A Step Toward a Secure Multi-Tenant Cloud

How to turn a step into a leap?

This week Cisco, NetApp and VMware announced an integration model for a multi-tenant virtual infrastructure that stresses isolation at the virtual, CPU, network and storage levels. Wow! Concern over isolation failure is a major cloud security stumbling block. After reading through the 82 page “Designing Secure Multi-Tenancy into Virtualized Data Centers,” I see this as a great step in the right direction. It’s a step—not a leap. As a start, we need tighter management integration.

From the outset, the triad is clear that this is an integration of off-the-shelf products. There is no secret sauce cooked up here. For example, management requires: Virtualization (VMware vCenter, vShield Manager and NetApp Snap Manager for Virtual Infrastructure); Compute (Cisco UCS manager and Data Center Network Manager); and, Storage (NetApp SANscreen, FilerView, Provisioning Manager, Protection Manager, Operations Manager and Snap Manager for Virtual Infrastructure). Granted the NetApp products integrate as a suite and Snap Manager is a vCenter plug-in.

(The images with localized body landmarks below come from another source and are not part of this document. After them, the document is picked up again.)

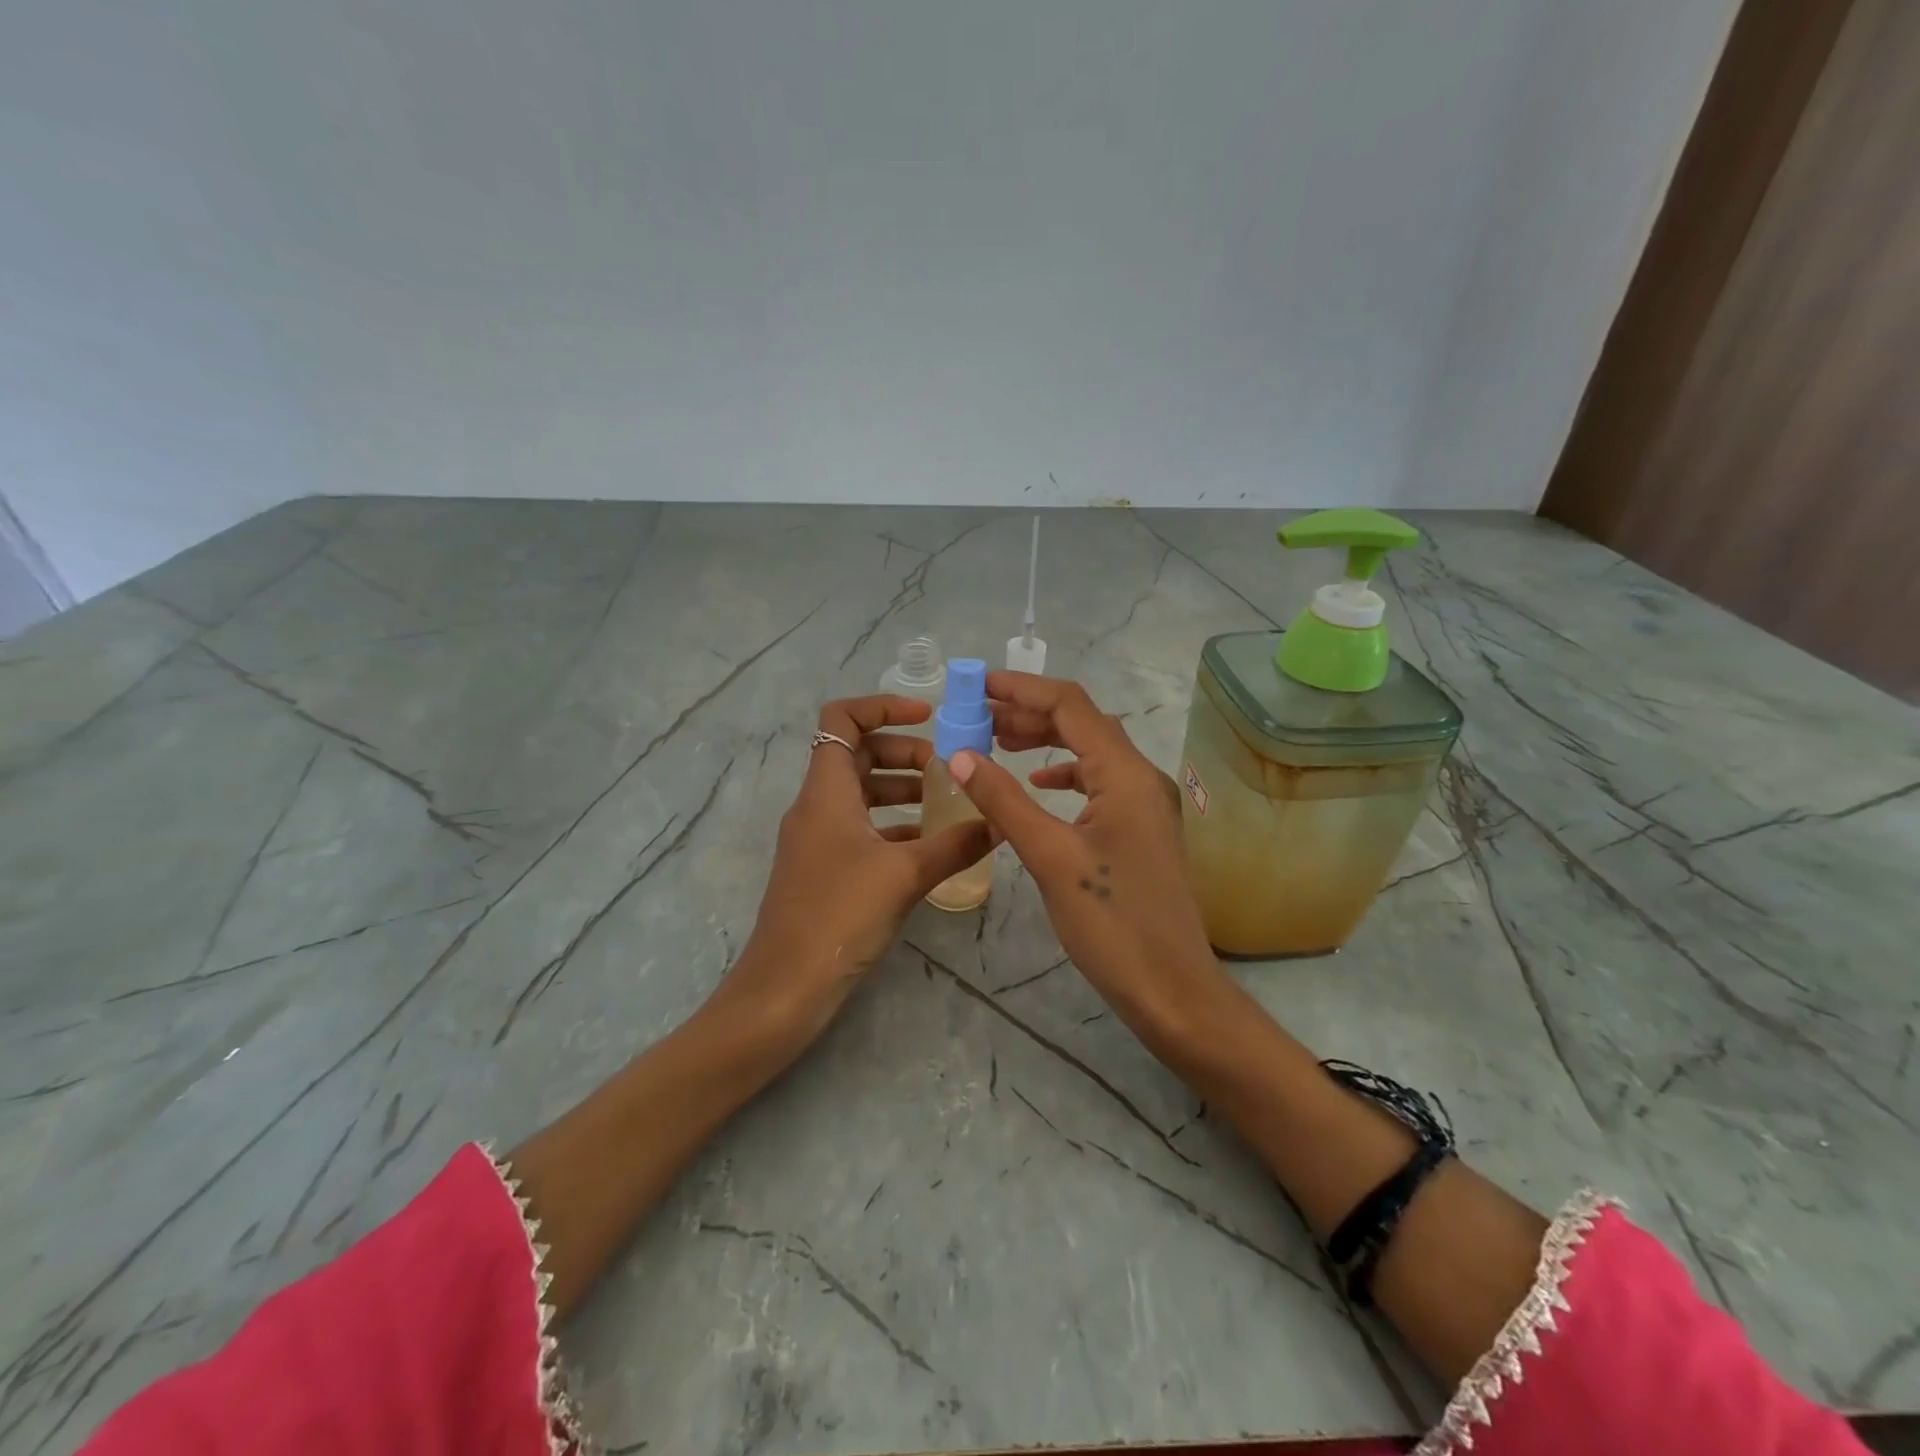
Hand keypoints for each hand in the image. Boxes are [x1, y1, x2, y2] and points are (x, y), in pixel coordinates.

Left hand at [714, 695, 993, 1043]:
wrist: (785, 987)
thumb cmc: (839, 915)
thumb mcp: (905, 875)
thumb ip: (956, 844)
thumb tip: (1001, 821)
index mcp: (826, 790)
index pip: (842, 719)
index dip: (883, 706)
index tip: (928, 716)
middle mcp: (817, 805)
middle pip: (858, 754)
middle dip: (904, 752)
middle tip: (947, 769)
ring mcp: (817, 838)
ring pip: (860, 793)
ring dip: (900, 789)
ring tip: (945, 803)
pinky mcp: (823, 868)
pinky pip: (860, 828)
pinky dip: (892, 825)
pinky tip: (928, 845)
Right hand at [950, 672, 1222, 1032]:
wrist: (1171, 988)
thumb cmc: (1112, 923)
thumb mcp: (1050, 857)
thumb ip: (1004, 801)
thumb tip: (959, 755)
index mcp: (1126, 774)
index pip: (1071, 706)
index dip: (1022, 689)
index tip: (977, 686)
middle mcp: (1141, 778)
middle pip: (1082, 723)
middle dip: (1029, 713)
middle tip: (977, 716)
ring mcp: (1144, 804)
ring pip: (1089, 752)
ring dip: (1045, 740)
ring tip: (997, 740)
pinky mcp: (1138, 829)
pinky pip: (1097, 782)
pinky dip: (1063, 774)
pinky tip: (1037, 785)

However, there are at least five configuration and management points to properly implement a secure multi-tenant infrastructure leaving significant room for configuration error and complex provisioning lifecycle management.

To achieve tighter integration we need the following: More prescriptive guidance on making LDAP a central authorization and authentication policy repository; leveraging standards like eXtensible Access Control Markup Language (XACML) and Security Assertion Markup Language (SAML) for authentication and authorization policy management; and extending vCenter Orchestrator to support Cisco and NetApp. These moves turn a big step into a leap toward a secure multi-tenant cloud.